What makes an ethical use of AI? How might we draw the line between enhancing a product and respecting the right to the truth of the person viewing it?
“It’s a valid concern. The main intent of image enhancement and staging is to offer the user the ability to visualise things in different states and imagine what that home could look like. It is not about tricking conversions.
“[Coraly is] entering the US, and we have decided to watermark our images whenever staging or image manipulation has been used. I believe this will be imposed more and more, even by the authorities. From a compliance standpoint, there are things that you simply cannot do. For example, changing the room’s structure. If you put in furniture, you only put in furniture; if you change the curtains, you only change the curtains.
“Coraly has developed a proprietary technology that will allow Portals, MLSs and platforms to detect AI-enhanced content like images and flag them properly to users for more transparency.”
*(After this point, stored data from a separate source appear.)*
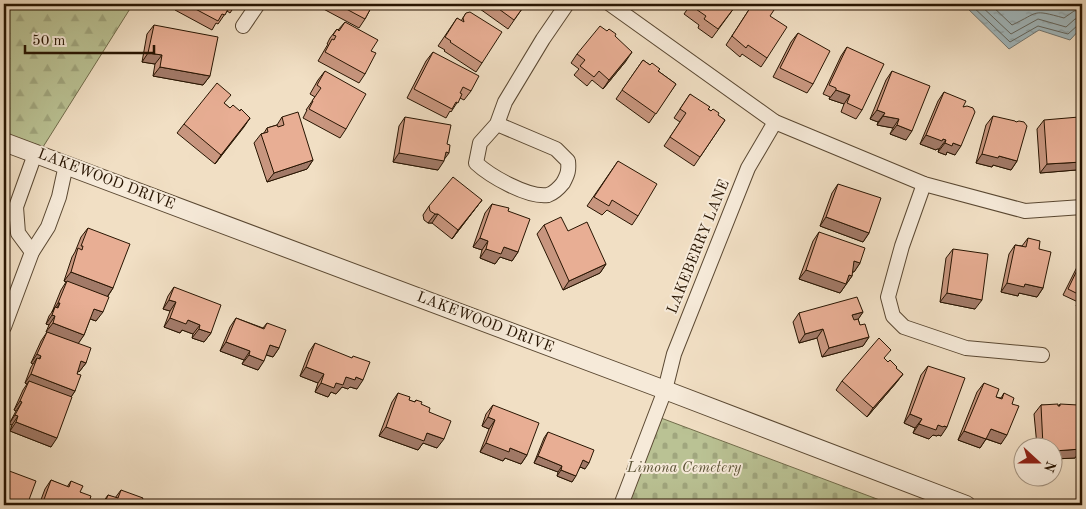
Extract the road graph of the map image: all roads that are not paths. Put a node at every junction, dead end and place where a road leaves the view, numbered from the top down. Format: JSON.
{"nodes":[{"id":1,"x":258,"y":4,"type":"edge"},
{"id":2,"x":567,"y":4,"type":"edge"},
{"id":3,"x":610,"y":4,"type":"edge"},
{"id":4,"x":243,"y":26,"type":"dead end"},
{"id":5,"x":776,"y":122,"type":"junction"},
{"id":6,"x":497,"y":124,"type":"junction"},
{"id":7,"x":4,"y":142,"type":"edge"},
{"id":8,"x":35,"y":154,"type":"junction"},
{"id":9,"x":66,"y":166,"type":"junction"},
{"id":10,"x":924,"y":184,"type":"junction"},
{"id":11,"x":1082,"y":207,"type":"edge"},
{"id":12,"x":32,"y":252,"type":"junction"},
{"id":13,"x":4,"y":327,"type":"edge"},
{"id":14,"x":1042,"y":355,"type":"dead end"},
{"id":15,"x":665,"y":390,"type":"junction"},
{"id":16,"x":621,"y":505,"type":"edge"},
{"id":17,"x":966,"y":505,"type":"edge"}],
"edges":[{"from":1,"to":4,"type":"street"},
{"from":2,"to":6,"type":"street"},
{"from":3,"to":5,"type":"street"},
{"from":5,"to":10,"type":"street"},
{"from":5,"to":15,"type":"street","name":"LAKEBERRY LANE"},
{"from":6,"to":6,"type":"street"},
{"from":7,"to":8,"type":"street","name":"LAKEWOOD DRIVE"},
{"from":8,"to":9,"type":"street","name":"LAKEWOOD DRIVE"},
{"from":8,"to":12,"type":"street"},
{"from":9,"to":12,"type":"street"},
{"from":9,"to":15,"type":"street","name":"LAKEWOOD DRIVE"},
{"from":10,"to":11,"type":"street"},
{"from":10,"to":14,"type":"street"},
{"from":12,"to":13,"type":"street"},
{"from":15,"to":16,"type":"street","name":"LAKEBERRY LANE"},
{"from":15,"to":17,"type":"street","name":"LAKEWOOD DRIVE"}]}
Bekkar says it took Coraly two years to reach a state where the team had total confidence in its output. “It takes accuracy. It takes ethics. Transparency is key here.”
“It’s all about the data you feed into the model. The industry is absorbing data about different types of houses. Properties in the US, France, the UAE, and the UK all have different structures, interiors and exteriors, and this needs training by a specialised model. Generic models like Gemini have a lot of data, but they are not accurate because they are not trained on specific use cases. A lot of learning and frameworks go into this.”
A quick deviation: Bekkar joined the PPW Podcast in 2025, and one throwaway comment stuck with me: Fouad sees himself as a “ruthless” CEO, which is important at a growing company, assuming you want to raise more money from investors. A lenient founder may struggle for a cash injection if they are tied to an idea that does not benefit the business. In Bekkar’s opinion, the gut instinct of the founder should prevail at the start, with decision-making slowly shifting towards market response over time.
“There is a balance when you are a founder. If you’re super innovative, data cannot back you, because you’re in the future and the data is in the past. When you start delivering products to customers, validating yourself in the market, then you have data, and at that point, you cannot be too emotional about the different products that you are delivering.
“You have to separate the emotion from what the market tells you, to not drain cash into different places that are not worthy. That’s why you see a lot of pivots in startups. And you will see a lot of startups failing because sometimes the founder is too emotionally connected to what they are building and doesn’t want to deviate.
“If it’s early and you feel that this is super innovative and it could change the market, then gut feel works. If you are in a space where you are validating with markets, then always trust the market.”
He advises entrepreneurs of something he heard at Y Combinator: “You know you have achieved product-market fit when your only choice is to scale.”
Fouad’s advice for an emotional founder who is veering towards ‘feeling’ instead of ‘thinking’ is to look to your board. The best boards accommodate founders on both a business and personal level. After all, investment for early-stage founders is mostly judged on the founder’s capabilities, not their (at the time) tiny business.
“Also, get an analytical co-founder. Being emotional is a symptom of an early founder; it is a natural part of the lifecycle. Sometimes you need it to be beaten out of you, and either you need to have a co-founder or a board that can balance this out. My advice to a lot of founders is to be very selective. It’s not only about the money, but it’s also about the companionship. A lot of investors can be very good at sitting with you, listening to you, and giving you advice based on their experiences.
“A good board will not derail you from your vision until it is proven wrong. The board cares about you being emotionally stable because they want to be at your best.”